Identifying & Reporting Suspicious Customer Transactions
As Customer Due Diligence identifies any criminal activity, banks or financial companies must timely report the information to the Financial Intelligence Unit (FIU) through a suspicious activity report (SAR).
AML and CFT regulations help organizations protect the company, its employees, and its officers from criminal activities. Protection is applied in accordance with FATF standards, irrespective of any legislative or administrative provisions.
Expertise & Technology for Effective Customer Due Diligence Process
Effective KYC and CDD measures based on technology and expertise help to analyze the risk profiles of their customers and businesses as well as the risks associated with them. However, banks and financial companies must be innovative and flexible in how they tackle CDD, as with any other component of AML/CFT policy.
Firms may improve their Customer Due Diligence processes and meet regulatory standards with solid AML KYC solutions that check against the sole real-time risk repository that includes individuals and corporations worldwide.
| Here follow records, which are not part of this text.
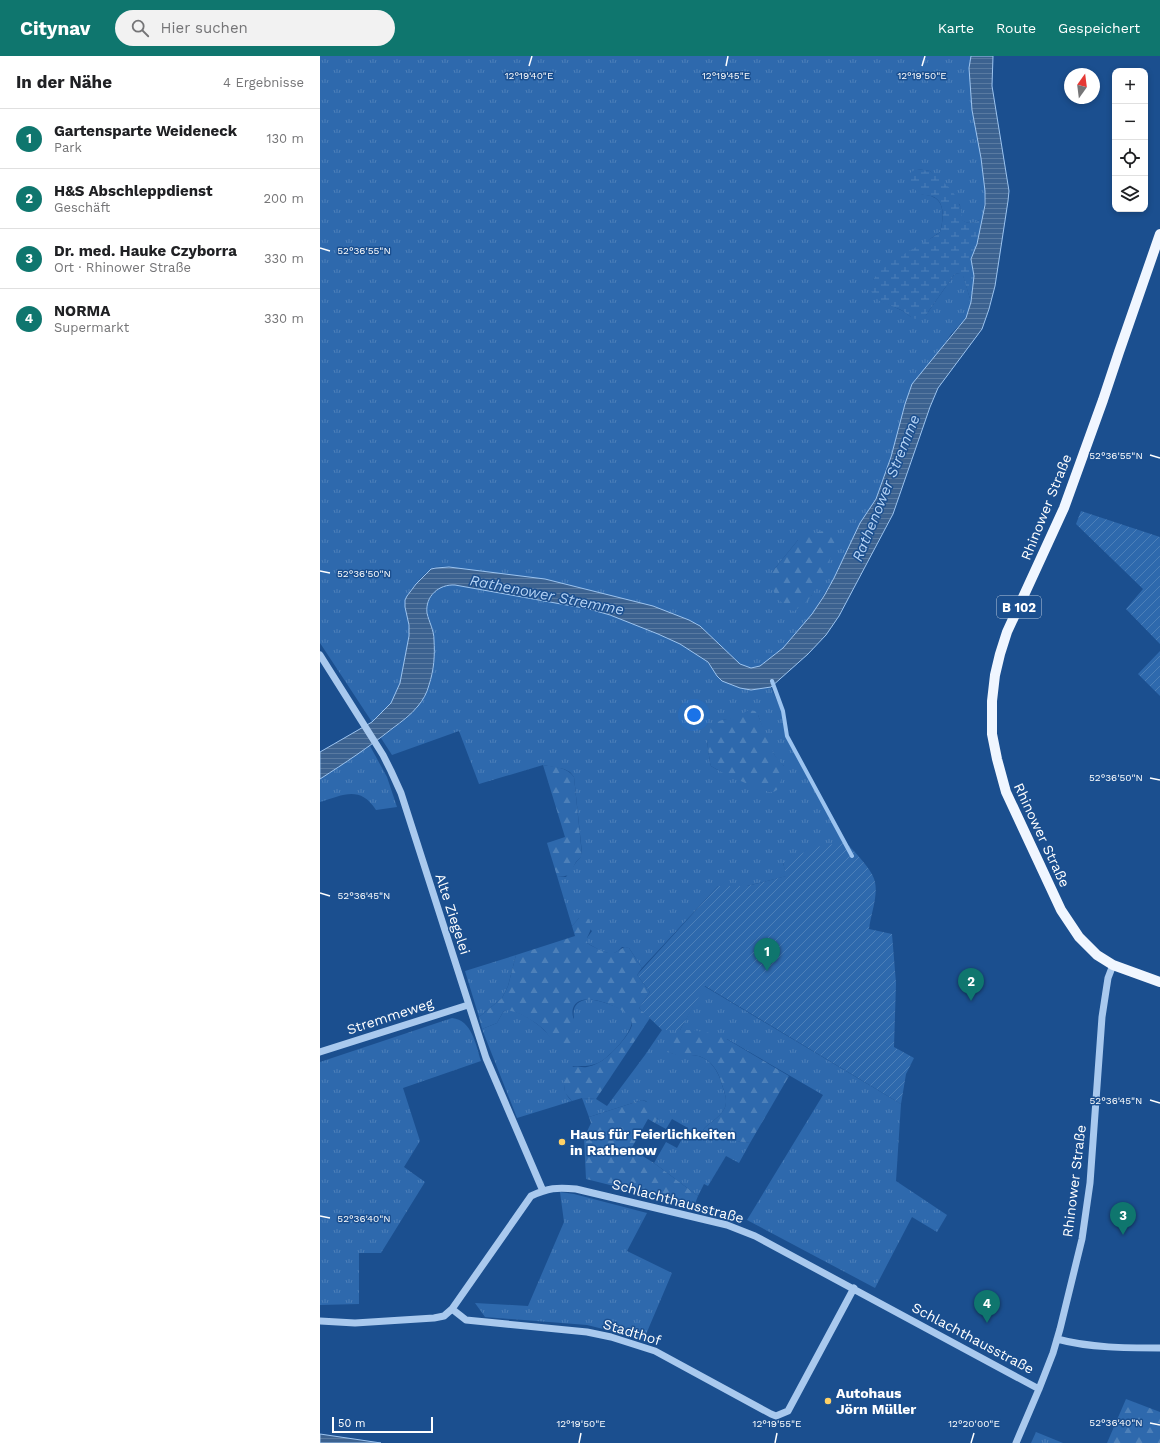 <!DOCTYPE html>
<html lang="de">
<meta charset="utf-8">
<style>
body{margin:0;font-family:"Work Sans",sans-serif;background:#f2f2f2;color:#202124}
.controls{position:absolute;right:12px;top:12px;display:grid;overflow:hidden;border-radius:8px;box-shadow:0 2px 6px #0003}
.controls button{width:36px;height:36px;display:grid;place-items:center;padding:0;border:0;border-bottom:1px solid #e0e0e0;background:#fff;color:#202124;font:20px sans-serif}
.compass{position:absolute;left:744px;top:12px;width:36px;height:36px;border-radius:50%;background:#fff;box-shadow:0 2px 6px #0003;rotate:14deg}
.scale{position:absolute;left:12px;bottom:10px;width:101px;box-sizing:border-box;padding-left:4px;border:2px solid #fff;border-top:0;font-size:11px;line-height:14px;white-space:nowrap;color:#fff;-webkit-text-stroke:3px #1b4f8f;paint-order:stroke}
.you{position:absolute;left:374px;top:659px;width:14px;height:14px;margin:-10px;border:3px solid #fff;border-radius:50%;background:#1a73e8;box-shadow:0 0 0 6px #1a73e833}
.badge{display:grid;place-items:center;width:26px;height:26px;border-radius:50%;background:#0f766e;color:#fff;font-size:13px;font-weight:700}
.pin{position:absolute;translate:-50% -33px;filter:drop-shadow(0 1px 2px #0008)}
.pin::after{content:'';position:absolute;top:21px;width:14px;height:12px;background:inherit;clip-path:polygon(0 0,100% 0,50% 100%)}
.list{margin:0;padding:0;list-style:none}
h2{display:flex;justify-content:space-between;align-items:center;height:52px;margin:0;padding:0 16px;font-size:17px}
h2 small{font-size:13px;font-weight:400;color:#757577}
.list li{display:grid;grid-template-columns:26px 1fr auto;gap:12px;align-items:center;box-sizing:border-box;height:60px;padding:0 16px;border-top:1px solid #e0e0e0}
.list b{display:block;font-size:15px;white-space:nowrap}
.list p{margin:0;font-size:13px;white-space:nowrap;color:#757577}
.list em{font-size:13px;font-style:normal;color:#757577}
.icon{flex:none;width:22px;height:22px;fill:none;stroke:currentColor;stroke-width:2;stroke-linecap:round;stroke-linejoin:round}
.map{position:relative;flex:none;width:840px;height:1387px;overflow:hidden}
header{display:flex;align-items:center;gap:24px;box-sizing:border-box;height:56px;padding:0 20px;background:#0f766e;color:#fff}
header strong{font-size:19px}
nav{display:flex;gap:22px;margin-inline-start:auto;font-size:14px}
.search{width:280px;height:36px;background:#f2f2f2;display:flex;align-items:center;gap:10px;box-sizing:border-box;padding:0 14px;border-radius:22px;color:#757577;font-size:15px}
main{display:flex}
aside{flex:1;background:#fff}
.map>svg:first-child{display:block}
.grass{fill:url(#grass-tufts);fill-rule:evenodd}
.forest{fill:url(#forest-firs)}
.wetland{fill:url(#wetland-marsh)}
.garden{fill:url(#garden-furrows)}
.water{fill:url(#water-rules);stroke:#9cc4f0}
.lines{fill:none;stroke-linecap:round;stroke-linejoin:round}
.stream{stroke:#9cc4f0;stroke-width:4}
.minor{stroke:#a9c9ee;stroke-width:7}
.major{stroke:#f0f6ff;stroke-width:10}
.ticks{fill:none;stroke:#fff;stroke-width:1.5}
.poi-dot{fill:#ffd166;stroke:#1b4f8f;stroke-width:1.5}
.labels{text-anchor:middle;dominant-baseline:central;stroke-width:3;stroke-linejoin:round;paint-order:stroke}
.shield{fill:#1b4f8f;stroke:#bbcadd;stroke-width:1}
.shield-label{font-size:13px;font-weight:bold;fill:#fff}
.street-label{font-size:14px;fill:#fff;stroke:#1b4f8f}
.poi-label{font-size:14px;font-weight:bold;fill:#fff;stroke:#1b4f8f;text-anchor:start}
.water-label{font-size:15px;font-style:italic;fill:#b5d3f5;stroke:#1b4f8f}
.ticks-label{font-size:10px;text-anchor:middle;fill:#fff;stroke:#1b4f8f;stroke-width:3;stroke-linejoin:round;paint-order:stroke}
</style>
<header>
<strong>Citynav</strong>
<div class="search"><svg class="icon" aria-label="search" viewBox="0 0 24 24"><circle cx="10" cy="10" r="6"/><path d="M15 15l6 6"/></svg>Hier suchen</div>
<nav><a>Karte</a><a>Route</a><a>Gespeichert</a></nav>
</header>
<main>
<aside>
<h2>In der Nähe<small>4 Ergebnisse</small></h2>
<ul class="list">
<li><span class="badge">1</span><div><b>Gartensparte Weideneck</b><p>Park</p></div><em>130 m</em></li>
<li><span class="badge">2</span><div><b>H&amp;S Abschleppdienst</b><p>Geschäft</p></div><em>200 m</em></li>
<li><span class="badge">3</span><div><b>Dr. med. Hauke Czyborra</b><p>Ort · Rhinower Straße</p></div><em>330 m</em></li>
<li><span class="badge">4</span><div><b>NORMA</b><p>Supermarkt</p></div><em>330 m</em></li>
</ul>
</aside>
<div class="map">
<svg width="840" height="1387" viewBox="0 0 840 1387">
<defs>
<pattern id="grass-tufts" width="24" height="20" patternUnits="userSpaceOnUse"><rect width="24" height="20" fill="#2e69ad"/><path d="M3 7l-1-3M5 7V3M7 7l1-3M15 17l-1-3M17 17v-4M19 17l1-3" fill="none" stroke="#4d80b9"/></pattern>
<pattern id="forest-firs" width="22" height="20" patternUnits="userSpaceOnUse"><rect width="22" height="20" fill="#2e69ad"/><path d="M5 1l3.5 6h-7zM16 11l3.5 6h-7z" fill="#4d80b9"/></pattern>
<pattern id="wetland-marsh" width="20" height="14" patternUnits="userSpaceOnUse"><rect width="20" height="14" fill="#2e69ad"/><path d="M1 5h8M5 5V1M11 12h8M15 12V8" fill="none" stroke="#4d80b9"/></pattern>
<pattern id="garden-furrows" width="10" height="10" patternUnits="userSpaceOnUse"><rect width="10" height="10" fill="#2e69ad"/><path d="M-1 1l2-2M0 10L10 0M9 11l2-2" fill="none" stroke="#4d80b9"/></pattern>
<pattern id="water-rules" width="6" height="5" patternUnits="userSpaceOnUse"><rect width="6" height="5" fill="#3c6290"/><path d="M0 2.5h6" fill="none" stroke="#597aa1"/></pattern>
</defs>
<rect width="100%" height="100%" fill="#1b4f8f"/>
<!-- grass -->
<path class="grass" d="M 0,0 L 651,0 L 649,12 L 665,134 L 663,162 C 655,167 650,169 641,164 L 640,149 L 610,115 L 597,113 L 601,138 C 605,139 610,139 613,141 C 626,146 623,166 620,176 L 554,222 L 551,233 L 559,244 L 583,255 L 591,261 L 606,259 L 634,219 L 638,217 L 643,219 L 651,246 L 646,262 L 631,278 L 585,348 L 571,401 L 556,443 L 540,467 L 514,522 L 492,558 L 463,592 L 440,610 L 431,612 L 420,608 L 380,570 L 369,564 L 333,550 L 225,523 L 129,511 C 123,511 115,510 111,513 C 104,518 89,534 87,541 C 83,553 89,561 89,572 C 90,587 81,634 72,646 C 67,654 59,660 52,666 L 0,587 ZM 478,484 L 511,500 L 491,540 L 452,516 Z
M 127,528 L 135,529 L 269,553 C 302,562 354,581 382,601 C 393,610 395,622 410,628 C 424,635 436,634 451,631 L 462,656 L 468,679 L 528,789 L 525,786 L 463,807 L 467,820 L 427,830 L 398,830 L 322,912 L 309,892 L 302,891 C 300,893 297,896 294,897 C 286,899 274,891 267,887 L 267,882 L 272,875 L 259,862 L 252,870 L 237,820 L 246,821 L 257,805 L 260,802 L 262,797 L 254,721 L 250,716 L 244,713 L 223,709 L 159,728 L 139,675 L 72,699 L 61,682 C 77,669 96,658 105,640 C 114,623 116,600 114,582 C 114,574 110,567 108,559 C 104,544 115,533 127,528 ZM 438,659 C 443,672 452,703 464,710 L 450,736 L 396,713 L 391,710 L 390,707 L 387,685 L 402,664 Z
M 50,690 L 67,721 L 77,751 L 56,754 C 40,729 23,739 0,746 L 0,723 Z
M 196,899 L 188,930 L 182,942 L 159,961 L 145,915 Z
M 384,930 L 581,1048 L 576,1125 L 627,1159 L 617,1176 L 592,1161 L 555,1232 L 427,1164 L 503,1039 L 407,983 L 347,995 C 357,1000 361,999 371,999 C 390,999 399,1016 403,1032 C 406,1040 408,1048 403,1055 C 398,1063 388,1067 383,1074 L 385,1080 L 430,1087 L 419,1107 L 406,1100 L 388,1130 L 384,1128 L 378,1140 L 334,1107 L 346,1086 L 357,1092 L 368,1072 L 352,1063 L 346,1073 L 335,1067 L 338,1062 L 326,1045 L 322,1044 L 269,1061 L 262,1042 L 276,1043 L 287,1050 L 325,999 L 342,974 L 360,974 Z
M 269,943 C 280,945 305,951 311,962 C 317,973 288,1003 278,1007 C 269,1011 262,1010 253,1010 C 247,1025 238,1032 252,1045 L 197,1062 L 162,973 L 177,967 L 183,956 L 186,954 L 190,954 C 206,958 223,971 232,983 L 254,962 C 252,950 257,945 269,943 Z
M 132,962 C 152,964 156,989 161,1005 L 83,1032 L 100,1085 L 84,1111 L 105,1126 L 61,1197 L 39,1197 L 39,1248 L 0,1249 L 0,1006 Z
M 240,1136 L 254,1138 L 327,1157 L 307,1195 L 352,1217 L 324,1283 L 267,1269 L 165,1261 L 155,1247 L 208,1250 L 244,1166 Z
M 716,1376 L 743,1387 L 711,1387 Z"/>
<!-- forest -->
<path class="forest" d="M 503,475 L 509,477 L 515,483 C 515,497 498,532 489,543 C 485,548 479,551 474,555 L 470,554 L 457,542 L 449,526 L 452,516 L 478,484 L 498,476 Z
M 429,654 L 435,655 L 438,659 L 454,698 L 460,706 L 466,712 L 457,734 C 455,735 454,736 451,736 C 442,736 406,718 396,713 L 391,710 L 390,707 L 387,685 L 392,668 L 402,664 L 416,661 Z
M 223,709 C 234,711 247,711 254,721 L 262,799 C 260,803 258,803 256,806 C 249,818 252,821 237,820 L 227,787 L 245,781 Z
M 264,860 L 267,861 C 274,870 271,873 267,882 L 267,887 C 274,891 288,900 296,896 C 299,894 302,892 305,891 L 309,892 L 322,912 L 317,919 L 330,936 L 319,952 L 330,962 L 276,1043 L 262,1042 L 252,1045 L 245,1037 L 244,1025 L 247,1014 C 253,1008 259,1012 267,1011 C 270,1010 275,1009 278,1007 C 288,1003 310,979 312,969 C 312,964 310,961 307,958 C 297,950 263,935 254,950 C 248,960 262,973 253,985 C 250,988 247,990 243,991 C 234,991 229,978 223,973 C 216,966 196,954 186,954 L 183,956 L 177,967 L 162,973 L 159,961 L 182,942 L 188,930 L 196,899 L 255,880 L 252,870 L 259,862 Z
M 360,974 L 373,974 L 400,979 L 469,1020 L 430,1087 L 387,1081 L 383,1079 L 383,1074 C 388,1067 398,1063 403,1055 C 408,1048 406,1040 403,1032 C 399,1016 392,1002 374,999 C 370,999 366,1000 362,1000 C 357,1000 352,997 347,996 Z
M 322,1044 C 328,1045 337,1054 338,1061 C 338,1063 336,1065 335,1067 L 328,1063 L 311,1093 L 334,1107 L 378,1140 L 374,1150 L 266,1123 L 264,1082 L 271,1067 L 269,1061 Z
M 806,1343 L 840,1356 L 840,1387 L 787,1387 Z"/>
<!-- wetland -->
<path class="wetland" d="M 597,113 L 610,115 L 631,133 L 636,141 L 640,150 L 642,164 C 650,169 655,167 663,162 L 657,188 L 651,203 L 654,220 L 651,246 L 643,220 L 638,217 L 634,219 L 606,259 C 604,261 602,263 598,263 C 592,264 588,258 583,255 C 574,250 562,248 555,241 C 553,239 551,236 551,233 C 549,211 605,189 620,176 C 623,166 626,147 614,141 C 610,139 605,140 601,138 C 594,135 591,128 588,121 L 591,116 Z"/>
<!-- garden -->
<path class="garden" d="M 761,455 L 840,481 L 840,588 L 806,553 L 823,533 L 756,468 Z
M 840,595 L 840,640 L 818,618 Z
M 525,786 C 534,795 553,814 555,826 C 558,840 551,858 549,873 L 572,878 L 576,927 L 574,991 L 594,1002 L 586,1018 L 581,1048 L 385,930 L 360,974 L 342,974 L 319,952 L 330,936 L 317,919 L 398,830 L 427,830 L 466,820 L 463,806 L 496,791 Z"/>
<!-- water -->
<path class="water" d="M 651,0 L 673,0 L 672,30 L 689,135 L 688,145 L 675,230 L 669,253 L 662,273 L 618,332 L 610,351 L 573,458 L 519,560 L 506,579 L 488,598 L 451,631 L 431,634 L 420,632 L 402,625 L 397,620 L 388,606 L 360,588 L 338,578 L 290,559 L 269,553 L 135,529 C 119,528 105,540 107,557 C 109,566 114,574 114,584 C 115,599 114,614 109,629 C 107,637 103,644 98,650 C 91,659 81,666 73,672 C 49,691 25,707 0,723 L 0,696 L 52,666 L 71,647 L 80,627 L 89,580 L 89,569 L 85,551 L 85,544 L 87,540 L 96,528 L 111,513 L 116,512 L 129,511 L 225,523 L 333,550 L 369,564 L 380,570 L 420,608 L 431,612 L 440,610 L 463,592 L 492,558 L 504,540 L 514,522 L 540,467 L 556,443 L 571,401 L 585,348 L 592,328 L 646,262 L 651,246 L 654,220 L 651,203 L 657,188 L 665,149 L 665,135 L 661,102 L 652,54 L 649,12 Z
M 0,1378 L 61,1387 L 0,1387 Z"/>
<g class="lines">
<!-- stream -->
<path class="stream" d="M 452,625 L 463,655 L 467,680 L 532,800"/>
<!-- minor -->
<path class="minor" d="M 0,599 L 63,699 L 71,715 L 81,737 L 166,1002 L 223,1135
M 0,996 L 148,949
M 132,1253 L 146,1264 L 267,1276 L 291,1281 L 335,1295 L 451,1358 L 456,1360 L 468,1355 L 534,1232
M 0,1265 L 35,1267 L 114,1262 L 124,1260 L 132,1253 L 211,1140 C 228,1132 237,1131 256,1133 L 407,1169 L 435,1180 L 719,1333
M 737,1283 C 770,1292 807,1292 840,1292
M 696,1387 L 719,1333 L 733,1297 L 740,1273 L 762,1183 L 770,1127 L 782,961 L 788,922 L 793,909"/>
<!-- major -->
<path class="major" d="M 840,178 L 799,296 L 783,344 L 744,452 L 687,576 L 680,598 L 675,619 L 672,645 L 672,678 L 677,703 L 686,736 L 741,854 L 759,881 L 777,899 L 793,909 L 840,926"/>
</g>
<!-- ticks -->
<path class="ticks" d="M 209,10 L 212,0M 406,10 L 408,0M 602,10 L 605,0M 0,192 L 10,195M 830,399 L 840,402M 0,515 L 10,517M 830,722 L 840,724M 0,837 L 10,840M 830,1044 L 840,1047M 0,1160 L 10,1162M 830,1367 L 840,1369M 259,1387 L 261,1377M 455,1387 L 457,1377M 651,1387 L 654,1377"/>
<!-- markers -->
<g class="poi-dot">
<circle cx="242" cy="1086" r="4"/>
<circle cx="508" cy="1345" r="4"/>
</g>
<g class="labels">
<!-- shield labels -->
<rect class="shield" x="677" y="540" width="44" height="22" rx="3"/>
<g class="shield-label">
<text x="699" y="551">B 102</text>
</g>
<!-- street labels -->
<g class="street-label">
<text transform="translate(726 451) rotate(-68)">Rhinower Straße</text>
<text transform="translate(722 779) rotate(65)">Rhinower Straße</text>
<text transform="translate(133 858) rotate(72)">Alte Ziegelei</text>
<text transform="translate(70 960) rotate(-18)">Stremmeweg</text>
<text transform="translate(754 1125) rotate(-83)">Rhinower Straße</text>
<text transform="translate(358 1145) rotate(15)">Schlachthausstraße</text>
<text transform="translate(312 1276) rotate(17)">Stadthof</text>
<text transform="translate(653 1282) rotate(28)">Schlachthausstraße</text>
</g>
<!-- poi labels -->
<g class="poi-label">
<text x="250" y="1078">Haus für Feierlichkeiten<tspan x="250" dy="16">in Rathenow</tspan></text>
<text x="516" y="1337">Autohaus<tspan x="516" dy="16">Jörn Müller</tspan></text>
</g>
<!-- water labels -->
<g class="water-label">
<text transform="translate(566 432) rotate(-68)">Rathenower Stremme</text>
<text transform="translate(227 539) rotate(11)">Rathenower Stremme</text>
</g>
</g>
<g class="ticks-label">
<text x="209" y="23">12°19'40"E</text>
<text x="406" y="23">12°19'45"E</text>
<text x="602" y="23">12°19'50"E</text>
<text x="44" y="198">52°36'55"N</text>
<text x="796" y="403">52°36'55"N</text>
<text x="44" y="521">52°36'50"N</text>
<text x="796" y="725">52°36'50"N</text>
<text x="44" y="843">52°36'45"N</text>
<text x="796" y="1048">52°36'45"N</text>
<text x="44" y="1166">52°36'40"N</text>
<text x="796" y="1370">52°36'40"N</text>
<text x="261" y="1371">12°19'50"E</text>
<text x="457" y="1371">12°19'55"E</text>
<text x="654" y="1371">12°20'00"E</text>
</g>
</svg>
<div class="controls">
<button>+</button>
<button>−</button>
<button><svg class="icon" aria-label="locate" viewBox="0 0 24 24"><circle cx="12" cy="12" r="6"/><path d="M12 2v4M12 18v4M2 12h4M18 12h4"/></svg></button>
<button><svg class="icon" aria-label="layers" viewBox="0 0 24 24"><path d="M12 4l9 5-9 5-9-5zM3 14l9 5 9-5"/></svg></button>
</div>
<svg class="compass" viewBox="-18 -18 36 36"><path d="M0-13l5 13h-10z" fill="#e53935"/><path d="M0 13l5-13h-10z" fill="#757577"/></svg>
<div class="scale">50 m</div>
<div class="you"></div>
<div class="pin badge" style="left:447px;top:915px">1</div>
<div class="pin badge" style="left:651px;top:945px">2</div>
<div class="pin badge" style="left:803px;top:1179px">3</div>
<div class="pin badge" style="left:667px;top:1267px">4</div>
</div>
</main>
Companies should make sure they have automated systems in place that update entity profiles as soon as a change is made while continually monitoring a commercial connection. Although technology offers helpful tools to speed up CDD procedures, human awareness is still essential for identifying and countering emerging risks.
The Bottom Line
Customer Due Diligence is crucial for banks and financial institutions to verify and authenticate customer identities and prevent financial crimes. From collecting information to verifying customer information and continuously monitoring financial activities, it helps prevent fraudulent activities, identifies unusual patterns of behavior, manages customer risks, and facilitates the reporting of suspicious transactions. However, advanced technology and expertise also play a significant role in identifying and countering risks associated with customer onboarding.